In 1968, officials in Green Mountain Falls conducted a resurvey of the 1890 legal description of the town's corporate limits and found "that the town hall, the magistrate's office, the post office, the community center, the civic swimming pool, and nearly half of the residents are located outside city limits" and were forced to redraw the legal boundaries.

==Geography==

At the 2020 United States Census, the town had a total area of 2.851 km2 including 0.004 km2 of water.

==Demographics==

As of the census of 2000, there were 773 people, 372 households, and 203 families residing in the town. The population density was 677.9 PD/sqmi. There were 600 housing units at an average density of 526.2 /sqmi. The racial makeup of the town was 94.18% White, 0.13% African American, 1.55% Native American, 0.39% Asian, 0.13% Pacific Islander, 1.68% from other races, and 1.94% from two or more races. Hispanic or Latino of any race were 5.56% of the population.

There were 372 households, out of which 23.1% had children under the age of 18 living with them, 43.5% were married couples living together, 7.0% had a female householder with no husband present, and 45.4% were non-families. 36.0% of all households were made up of individuals, and 7.3% had someone living alone who was 65 years of age or older. The average household size was 2.08 and the average family size was 2.74.

In the town, the population was spread out, with 19.1% under the age of 18, 5.7% from 18 to 24, 33.2% from 25 to 44, 34.0% from 45 to 64, and 7.9% who were 65 years of age or older. The median age was 41 years. For every 100 females, there were 104.0 males. For every 100 females age 18 and over, there were 92.9 males.

The median income for a household in the town was $43,816, and the median income for a family was $55,268. Males had a median income of $34,000 versus $26,354 for females. The per capita income for the town was $24,892. About 4.3% of families and 7.6% of the population were below the poverty line, including 10.1% of those under age 18 and 7.8% of those age 65 or over.

Historical population
| Census | Pop. | Note | %± |
| 1900 | 40 |  | — |
| 1910 | 30 |  | −25.0% |
| 1920 | 100 |  | 233.3% |
| 1930 | 41 |  | −59.0% |
| 1940 | 87 |  | 112.2% |
| 1950 | 106 |  | 21.8% |
| 1960 | 179 |  | 68.9% |
| 1970 | 359 |  | 100.6% |
| 1980 | 607 |  | 69.1% |
| 1990 | 663 |  | 9.2% |
| 2000 | 773 |  | 16.6% |
| 2010 | 640 |  | −17.2% |
| 2020 | 646 |  | 0.9% |
U.S. Decennial Census

==Government and politics==
On April 5, 2016, Jane Newberry was elected mayor.
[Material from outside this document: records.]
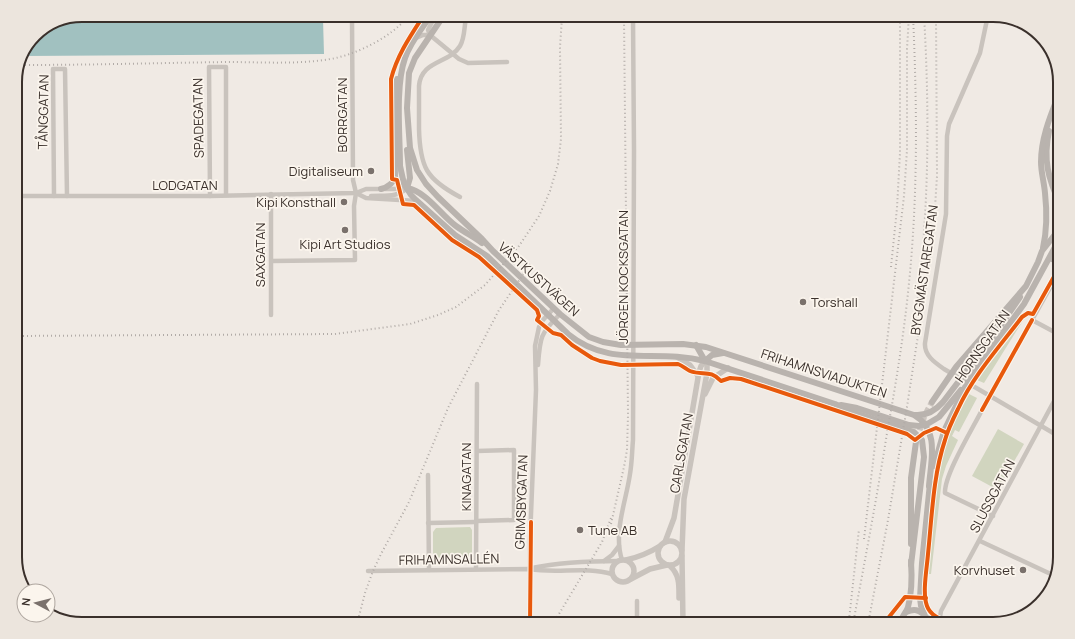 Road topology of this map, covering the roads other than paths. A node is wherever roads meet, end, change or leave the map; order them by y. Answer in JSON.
{"nodes":[{"id":1,"x":352,"y":22,"type":"edge"},
{"id":2,"x":425,"y":22,"type":"edge"},
{"id":3,"x":432,"y":22,"type":"edge"},
{"id":4,"x":439,"y":22,"type":"edge"},
{"id":5,"x":465,"y":22,"type":"edge"},
{"id":6,"x":632,"y":22,"type":"edge"},
{"id":7,"x":987,"y":22,"type":"edge"},
{"id":8,"x":430,"y":35,"type":"junction"},
{"id":9,"x":415,"y":38,"type":"junction"},
{"id":10,"x":452,"y":53,"type":"junction"},
{"id":11,"x":405,"y":58,"type":"junction"},
{"id":12,"x":506,"y":62,"type":"dead end"},
{"id":13,"x":1053,"y":110,"type":"edge"},
{"id":14,"x":1053,"y":117,"type":"edge"},
{"id":15,"x":408,"y":120,"type":"junction"},
{"id":16,"x":1053,"y":186,"type":"edge"},
{"id":17,"x":407,"y":188,"type":"junction"},
{"id":18,"x":381,"y":189,"type":"junction"},
{"id":19,"x":356,"y":193,"type":"junction"},
{"id":20,"x":271,"y":194,"type":"junction"},
{"id":21,"x":226,"y":195,"type":"junction"},
{"id":22,"x":22,"y":196,"type":"edge"},
{"id":23,"x":54,"y":196,"type":"junction"},
{"id":24,"x":67,"y":196,"type":"junction"},
{"id":25,"x":210,"y":196,"type":"junction"},
{"id":26,"x":460,"y":197,"type":"dead end"},
{"id":27,"x":366,"y":198,"type":"junction"},
{"id":28,"x":418,"y":202,"type":"junction"},
{"id":29,"x":1053,"y":237,"type":"edge"},
{"id":30,"x":491,"y":249,"type":"junction"},
{"id":31,"x":1042,"y":251,"type":"junction"},
{"id":32,"x":1053,"y":253,"type":"edge"},
{"id":33,"x":1053,"y":258,"type":"edge"},
{"id":34,"x":271,"y":261,"type":"junction"},
{"id":35,"x":1047,"y":265,"type":"junction"},
{"id":36,"x":1053,"y":282,"type":"edge"},
{"id":37,"x":1026,"y":286,"type":"junction"},
{"id":38,"x":554,"y":308,"type":"junction"},
{"id":39,"x":548,"y":314,"type":"junction"},
{"id":40,"x":560,"y":314,"type":"junction"},
{"id":41,"x":271,"y":315,"type":"dead end"},
{"id":42,"x":553,"y":321,"type":"junction"},
{"id":43,"x":1053,"y":331,"type":"edge"},
{"id":44,"x":696,"y":346,"type":"junction"},
{"id":45,"x":726,"y":353,"type":"junction"},
{"id":46,"x":673,"y":355,"type":"junction"},
{"id":47,"x":705,"y":360,"type":"junction"},
{"id":48,"x":726,"y":368,"type":"junction"},
{"id":49,"x":698,"y":377,"type":"junction"},
{"id":50,"x":536,"y":380,"type":"junction"},
{"id":51,"x":478,"y":384,"type":"dead end"},
{"id":52,"x":960,"y":388,"type":"junction"},
{"id":53,"x":932,"y":402,"type":"tunnel mouth"},
{"id":54,"x":701,"y":403,"type":"junction"},
{"id":55,"x":1053,"y":403,"type":"edge"},
{"id":56,"x":982,"y":410,"type":"dead end"},
{"id":57,"x":914,"y":415,"type":"junction"},
{"id":58,"x":926,"y":425,"type":"junction"},
{"id":59,"x":1041,"y":426,"type":"junction"},
{"id":60,"x":911,"y":428,"type":"junction"},
{"id":61,"x":1053,"y":433,"type":"edge"},
{"id":62,"x":916,"y":442,"type":"tunnel mouth"},
{"id":63,"x":477,"y":451,"type":"junction"},
{"id":64,"x":428,"y":475,"type":"dead end"},
{"id":65,"x":929,"y":486,"type":"junction"},
{"id":66,"x":993,"y":516,"type":"junction"},
{"id":67,"x":476,"y":521,"type":"junction"},
{"id":68,"x":428,"y":522,"type":"junction"},
{"id":69,"x":980,"y":541,"type":"junction"},
{"id":70,"x":663,"y":544,"type":"junction"},
{"id":71,"x":619,"y":546,"type":"junction"},
{"id":72,"x":682,"y":553,"type":"junction"},
{"id":73,"x":622,"y":560,"type":"junction"},
{"id":74,"x":604,"y":561,"type":"junction"},
{"id":75,"x":911,"y":565,"type":"junction"},
{"id":76,"x":669,"y":566,"type":"junction"},
{"id":77,"x":476,"y":569,"type":"junction"},
{"id":78,"x":530,"y":569,"type":"junction"},
{"id":79,"x":429,"y":570,"type":"junction"},
{"id":80,"x":368,"y":571,"type":"dead end"},
{"id":81,"x":612,"y":574,"type":"junction"},
{"id":82,"x":1051,"y":574,"type":"edge"},
{"id":83,"x":631,"y":579,"type":"junction"},
{"id":84,"x":637,"y":601,"type":"dead end"},
{"id":85,"x":906,"y":612,"type":"junction"},
{"id":86,"x":924,"y":615,"type":"junction"},
{"id":87,"x":530,"y":617,"type":"edge"},
{"id":88,"x":637,"y":617,"type":"edge"},
{"id":89,"x":681,"y":617,"type":"edge"},
{"id":90,"x":682,"y":617,"type":"edge"},
{"id":91,"x":902,"y":617,"type":"edge"},
{"id":92,"x":928,"y":617,"type":"edge"},
{"id":93,"x":941,"y":617,"type":"edge"}],
"edges":[{"from":1,"to":19,"type":"street","name":"BORRGATAN"},
{"from":2,"to":9,"type":"main road","name":"VÄSTKUSTVÄGEN"},
{"from":3,"to":8,"type":"street"},
{"from":4,"to":8,"type":"main road","name":"VÄSTKUSTVÄGEN"},
{"from":5,"to":10,"type":"street"},
{"from":6,"to":71,"type":"street","name":"JÖRGEN KOCKSGATAN"},
{"from":7,"to":59,"type":"street","name":"BYGGMÄSTAREGATAN"},
{"from":8,"to":9,"type":"street"},
{"from":8,"to":10,"type":"street"},
{"from":8,"to":15,"type":"main road","name":"VÄSTKUSTVÄGEN"},
{"from":9,"to":11,"type":"main road","name":"VÄSTKUSTVÄGEN"},
{"from":10,"to":12,"type":"street"},
{"from":10,"to":26,"type":"street"},
{"from":11,"to":17,"type":"main road","name":"VÄSTKUSTVÄGEN"},
{"from":11,"to":18,"type":"main road"},
{"from":13,"to":31,"type":"main road"},
{"from":14,"to":16,"type":"main road"},
{"from":15,"to":17,"type":"main road","name":"VÄSTKUSTVÄGEN"},
{"from":15,"to":30,"type":"main road","name":"VÄSTKUSTVÄGEN"},
{"from":17,"to":18,"type":"street","name":"LODGATAN"},
{"from":17,"to":27,"type":"street"},
{"from":17,"to":28,"type":"main road","name":"VÄSTKUSTVÄGEN"},
{"from":17,"to":30,"type":"main road"},
{"from":18,"to":19,"type":"street","name":"LODGATAN"},
{"from":19,"to":20,"type":"street","name":"LODGATAN"},
{"from":19,"to":27,"type":"street","name":"LODGATAN"},
{"from":19,"to":34,"type":"street","name":"BORRGATAN"},
{"from":20,"to":21,"type":"street","name":"LODGATAN"},
{"from":20,"to":34,"type":"street","name":"SAXGATAN"},
{"from":21,"to":25,"type":"street","name":"LODGATAN"},
{"from":21,"to":25,"type":"street","name":"SPADEGATAN"},
{"from":22,"to":23,"type":"street","name":"LODGATAN"},
{"from":23,"to":24,"type":"street","name":"LODGATAN"},
{"from":23,"to":24,"type":"street","name":"TÅNGGATAN"},
{"from":24,"to":25,"type":"street","name":"LODGATAN"},
{"from":27,"to":28,"type":"street","name":"LODGATAN"},
{"from":28,"to":39,"type":"main road","name":"VÄSTKUSTVÄGEN"},
{"from":29,"to":31,"type":"main road","name":"HORNSGATAN"},
{"from":30,"to":38,"type":"main road","name":"VÄSTKUSTVÄGEN"},
{"from":31,"to":37,"type":"main road","name":"HORNSGATAN"},
{"from":32,"to":35,"type":"main road","name":"HORNSGATAN"},
{"from":33,"to":35,"type":"main road"},
{"from":34,"to":41,"type":"street","name":"SAXGATAN"},
{"from":35,"to":52,"type":"main road","name":"HORNSGATAN"},
{"from":36,"to":43,"type":"street"},
{"from":37,"to":52,"type":"main road","name":"FRIHAMNSVIADUKTEN"},
{"from":37,"to":53,"type":"main road","name":"HORNSGATAN"},
{"from":38,"to":39,"type":"street","name":"GRIMSBYGATAN"},
{"from":38,"to":40,"type":"main road","name":"VÄSTKUSTVÄGEN"},
{"from":39,"to":42,"type":"main road","name":"VÄSTKUSTVÄGEN"},
{"from":39,"to":50,"type":"street","name":"GRIMSBYGATAN"},
{"from":40,"to":42,"type":"street","name":"GRIMSBYGATAN"},
{"from":40,"to":44,"type":"main road","name":"VÄSTKUSTVÄGEN"},
{"from":42,"to":46,"type":"main road","name":"VÄSTKUSTVÄGEN"},
{"from":42,"to":50,"type":"street","name":"GRIMSBYGATAN"},
{"from":44,"to":45,"type":"main road","name":"VÄSTKUSTVÄGEN"},
{"from":44,"to":47,"type":"main road"},
{"from":45,"to":47,"type":"main road"},
{"from":45,"to":57,"type":"main road","name":"FRIHAMNSVIADUKTEN"},
{"from":46,"to":47,"type":"main road","name":"FRIHAMNSVIADUKTEN"},
{"from":46,"to":49,"type":"street"},
{"from":47,"to":48,"type":"main road","name":"FRIHAMNSVIADUKTEN"},
{"from":47,"to":49,"type":"street","name":"CARLSGATAN"},
{"from":47,"to":54,"type":"street","name":"CARLSGATAN"},
{"from":48,"to":54,"type":"street"},
{"from":48,"to":60,"type":"main road","name":"FRIHAMNSVIADUKTEN"},
{"from":49,"to":70,"type":"street","name":"CARLSGATAN"},
{"from":50,"to":78,"type":"street","name":"GRIMSBYGATAN"},
{"from":51,"to":63,"type":"street","name":"KINAGATAN"},
{"from":52,"to":57,"type":"main road","name":"FRIHAMNSVIADUKTEN"},
{"from":52,"to":58,"type":"main road","name":"FRIHAMNSVIADUKTEN"},
{"from":52,"to":65,"type":"main road","name":"HORNSGATAN"},
{"from":54,"to":72,"type":"street","name":"CARLSGATAN"},
{"from":55,"to":59,"type":"street","name":"SLUSSGATAN"},
{"from":56,"to":66,"type":"street"},
{"from":57,"to":58,"type":"main road","name":"FRIHAMNSVIADUKTEN"},
{"from":58,"to":60,"type":"main road","name":"FRIHAMNSVIADUKTEN"},
{"from":58,"to":65,"type":"main road"},
{"from":59,"to":61,"type":"street","name":"BYGGMÄSTAREGATAN"},
{"from":59,"to":66,"type":"street","name":"SLUSSGATAN"},
{"from":60,"to":75,"type":"main road"},
{"from":62,"to":75,"type":"main road"},
{"from":63,"to":67,"type":"street","name":"KINAGATAN"},
{"from":63,"to":67,"type":"street"},
{"from":64,"to":68,"type":"street"},
{"from":65,"to":86,"type":"main road","name":"HORNSGATAN"},
{"from":66,"to":69,"type":"street","name":"SLUSSGATAN"},
{"from":67,"to":68,"type":"street"},
{"from":67,"to":77,"type":"street","name":"KINAGATAN"},
{"from":68,"to":79,"type":"street"},
{"from":69,"to":82,"type":"street"},
{"from":69,"to":93,"type":"street","name":"SLUSSGATAN"},
{"from":70,"to":72,"type":"street"},
{"from":70,"to":73,"type":"street","name":"FRIHAMNSALLÉN"},
{"from":70,"to":76,"type":"street"},
{"from":71,"to":73,"type":"street","name":"JÖRGEN KOCKSGATAN"},
{"from":71,"to":74,"type":"street"},
{"from":72,"to":76,"type":"street"},
{"from":72,"to":90,"type":"street","name":"CARLSGATAN"},
{"from":73,"to":74,"type":"street","name":"FRIHAMNSALLÉN"},
{"from":73,"to":81,"type":"street"},
{"from":73,"to":83,"type":"street"},
{"from":74,"to":78,"type":"street","name":"FRIHAMNSALLÉN"},
{"from":75,"to":85,"type":"main road"},
{"from":76,"to":83,"type":"street"},
{"from":76,"to":89,"type":"street","name":"CARLSGATAN"},
{"from":77,"to":78,"type":"street","name":"FRIHAMNSALLÉN"},
{"from":77,"to":79,"type":"street","name":"FRIHAMNSALLÉN"},
{"from":78,"to":81,"type":"street","name":"FRIHAMNSALLÉN"},
{"from":78,"to":87,"type":"street","name":"GRIMSBYGATAN"},
{"from":79,"to":80,"type":"street","name":"FRIHAMNSALLÉN"},
{"from":81,"to":83,"type":"street"},
{"from":84,"to":88,"type":"street"},
{"from":85,"to":86,"type":"main road"},
{"from":85,"to":91,"type":"main road"},
{"from":86,"to":92,"type":"street"}]}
She ran as a slate of candidates calling themselves Smoother Road Ahead for GMF. The group also included board of trustees candidates David Pearlman, Cameron Thorne, and Erin Kowal. The police force, which consisted of one full-time officer and three volunteer deputies, resigned in the days following an April 14, 2016, closed-door meeting of the outgoing town board and mayor.

Current 2024 Board of Trustees:

Todd Dixon-Mayor, Sunde King-Mayor Pro Tem, John Bell-Trustee, Don Walker-Trustee, Sean Ives-Trustee

==Education==
The portion in El Paso County is in the Manitou Springs School District 14.

The portion in Teller County is in the Woodland Park School District RE-2.